EchoNet-Dynamic, a deep learning algorithm trained on over 10,000 echocardiogram videos, achieved a mean absolute error of 4.1% for ejection fraction prediction and an AUC of 0.97 for classifying heart failure with reduced ejection fraction. In prospective evaluation, the model demonstrated reproducibility comparable to or better than human experts.
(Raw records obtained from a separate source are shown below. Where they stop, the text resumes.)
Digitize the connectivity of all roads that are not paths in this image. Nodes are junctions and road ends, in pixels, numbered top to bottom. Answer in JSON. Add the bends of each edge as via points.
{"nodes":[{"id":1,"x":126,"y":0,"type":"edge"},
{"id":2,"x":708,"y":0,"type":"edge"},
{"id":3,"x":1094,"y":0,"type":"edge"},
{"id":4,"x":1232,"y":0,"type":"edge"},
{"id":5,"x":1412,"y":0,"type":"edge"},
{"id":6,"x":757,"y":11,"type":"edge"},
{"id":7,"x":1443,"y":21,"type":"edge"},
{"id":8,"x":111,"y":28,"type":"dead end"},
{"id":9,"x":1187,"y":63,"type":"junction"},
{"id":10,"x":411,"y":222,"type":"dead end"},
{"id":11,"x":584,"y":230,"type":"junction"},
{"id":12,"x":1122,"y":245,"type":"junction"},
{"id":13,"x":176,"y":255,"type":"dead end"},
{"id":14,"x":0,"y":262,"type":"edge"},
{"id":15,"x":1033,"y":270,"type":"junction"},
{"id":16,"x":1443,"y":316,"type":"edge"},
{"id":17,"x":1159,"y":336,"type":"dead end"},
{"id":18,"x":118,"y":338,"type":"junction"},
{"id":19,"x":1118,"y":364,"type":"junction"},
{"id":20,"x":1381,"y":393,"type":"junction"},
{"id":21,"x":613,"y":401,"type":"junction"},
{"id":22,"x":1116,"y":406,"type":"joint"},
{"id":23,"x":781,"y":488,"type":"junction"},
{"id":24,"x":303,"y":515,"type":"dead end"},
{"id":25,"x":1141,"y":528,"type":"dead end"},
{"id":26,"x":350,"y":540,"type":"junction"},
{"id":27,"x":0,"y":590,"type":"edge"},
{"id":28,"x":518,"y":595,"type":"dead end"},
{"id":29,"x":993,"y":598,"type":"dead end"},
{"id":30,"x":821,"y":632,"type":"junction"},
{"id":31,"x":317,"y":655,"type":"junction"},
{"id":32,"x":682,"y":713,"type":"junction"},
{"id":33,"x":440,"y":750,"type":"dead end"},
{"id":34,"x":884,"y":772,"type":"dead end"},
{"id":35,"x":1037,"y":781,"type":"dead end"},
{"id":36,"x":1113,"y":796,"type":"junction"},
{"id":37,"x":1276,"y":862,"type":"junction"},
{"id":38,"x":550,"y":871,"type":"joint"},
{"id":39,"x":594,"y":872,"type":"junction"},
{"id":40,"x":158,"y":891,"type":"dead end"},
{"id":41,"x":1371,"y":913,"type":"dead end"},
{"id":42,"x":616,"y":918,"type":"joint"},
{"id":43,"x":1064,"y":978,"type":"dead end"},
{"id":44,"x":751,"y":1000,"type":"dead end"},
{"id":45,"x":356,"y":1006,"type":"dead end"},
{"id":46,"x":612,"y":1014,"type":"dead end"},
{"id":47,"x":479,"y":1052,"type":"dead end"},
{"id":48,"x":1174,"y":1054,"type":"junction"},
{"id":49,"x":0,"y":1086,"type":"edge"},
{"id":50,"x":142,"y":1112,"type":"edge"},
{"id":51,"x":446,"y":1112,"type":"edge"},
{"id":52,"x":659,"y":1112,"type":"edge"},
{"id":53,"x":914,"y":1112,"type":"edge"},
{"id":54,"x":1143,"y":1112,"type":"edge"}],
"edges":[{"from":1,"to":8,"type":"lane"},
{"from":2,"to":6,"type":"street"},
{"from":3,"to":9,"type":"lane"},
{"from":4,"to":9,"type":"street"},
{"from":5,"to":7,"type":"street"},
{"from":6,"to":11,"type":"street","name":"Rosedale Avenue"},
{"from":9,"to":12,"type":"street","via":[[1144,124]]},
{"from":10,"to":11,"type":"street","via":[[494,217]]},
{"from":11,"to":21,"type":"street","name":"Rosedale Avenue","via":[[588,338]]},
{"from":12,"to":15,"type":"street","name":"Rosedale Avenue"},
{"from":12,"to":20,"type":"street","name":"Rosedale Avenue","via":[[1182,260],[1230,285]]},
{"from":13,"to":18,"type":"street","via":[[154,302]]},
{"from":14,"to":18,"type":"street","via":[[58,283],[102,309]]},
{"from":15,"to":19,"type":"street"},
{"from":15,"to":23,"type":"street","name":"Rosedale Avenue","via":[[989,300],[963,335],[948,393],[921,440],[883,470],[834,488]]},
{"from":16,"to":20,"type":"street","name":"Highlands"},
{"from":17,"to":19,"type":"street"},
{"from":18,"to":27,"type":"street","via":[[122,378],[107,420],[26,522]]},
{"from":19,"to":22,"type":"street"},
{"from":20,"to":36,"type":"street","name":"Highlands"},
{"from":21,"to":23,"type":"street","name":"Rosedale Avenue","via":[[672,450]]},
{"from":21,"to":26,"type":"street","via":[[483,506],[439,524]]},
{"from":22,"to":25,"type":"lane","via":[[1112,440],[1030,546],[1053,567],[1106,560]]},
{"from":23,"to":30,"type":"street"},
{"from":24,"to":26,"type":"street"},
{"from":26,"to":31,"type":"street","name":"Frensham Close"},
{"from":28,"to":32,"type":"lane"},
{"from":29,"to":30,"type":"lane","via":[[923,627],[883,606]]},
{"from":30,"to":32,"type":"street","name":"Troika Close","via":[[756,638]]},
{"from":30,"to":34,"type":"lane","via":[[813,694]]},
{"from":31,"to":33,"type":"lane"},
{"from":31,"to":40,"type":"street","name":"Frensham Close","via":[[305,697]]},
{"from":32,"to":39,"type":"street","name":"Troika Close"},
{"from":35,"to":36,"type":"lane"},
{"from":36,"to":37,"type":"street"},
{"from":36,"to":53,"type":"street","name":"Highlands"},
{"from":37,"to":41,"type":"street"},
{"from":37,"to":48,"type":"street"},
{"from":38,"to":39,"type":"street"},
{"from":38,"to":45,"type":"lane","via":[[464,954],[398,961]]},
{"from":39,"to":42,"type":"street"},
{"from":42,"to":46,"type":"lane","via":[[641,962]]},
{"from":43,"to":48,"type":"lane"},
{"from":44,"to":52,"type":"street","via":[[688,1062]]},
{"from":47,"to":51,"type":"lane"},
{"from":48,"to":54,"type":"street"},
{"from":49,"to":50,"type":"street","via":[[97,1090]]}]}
By leveraging information across multiple cardiac cycles rather than sampling individual frames, the system enables more precise and consistent cardiac function assessment.

The original study

Video-based AI for beat-to-beat assessment of cardiac function.

Authors
Ouyang D, He B, Ghorbani A, Yuan N, Ebinger J, Langlotz CP, et al.
Journal
Nature
Type
Journal Article, Research Support, N.I.H., Extramural, Research Support, Non-U.S. Gov't, Research Support, U.S. Gov't, Non-P.H.S., Validation Study
PMID
32269341
Read the original study →

Original abstract

Accurate assessment of cardiac function is crucial for the diagnosis of cardiovascular disease1, screening for cardiotoxicity2 and decisions regarding the clinical management of patients with a critical illness3. However, human assessment of cardiac function focuses on a limited sampling of cardiac cycles and has considerable inter-observer variability despite years of training4,5. Here, to overcome this challenge, we present a video-based deep learning algorithm-EchoNet-Dynamic-that surpasses the performance of human experts in the critical tasks of segmenting the left ventricle, estimating ejection fraction and assessing cardiomyopathy. Trained on echocardiogram videos, our model accurately segments the left ventricle with a Dice similarity coefficient of 0.92, predicts ejection fraction with a mean absolute error of 4.1% and reliably classifies heart failure with reduced ejection fraction (area under the curve of 0.97). In an external dataset from another healthcare system, EchoNet-Dynamic predicts the ejection fraction with a mean absolute error of 6.0% and classifies heart failure with reduced ejection fraction with an area under the curve of 0.96. Prospective evaluation with repeated human measurements confirms that the model has variance that is comparable to or less than that of human experts. By leveraging information across multiple cardiac cycles, our model can rapidly identify subtle changes in ejection fraction, is more reproducible than human evaluation and lays the foundation for precise diagnosis of cardiovascular disease in real time. As a resource to promote further innovation, we also make publicly available a large dataset of 10,030 annotated echocardiogram videos.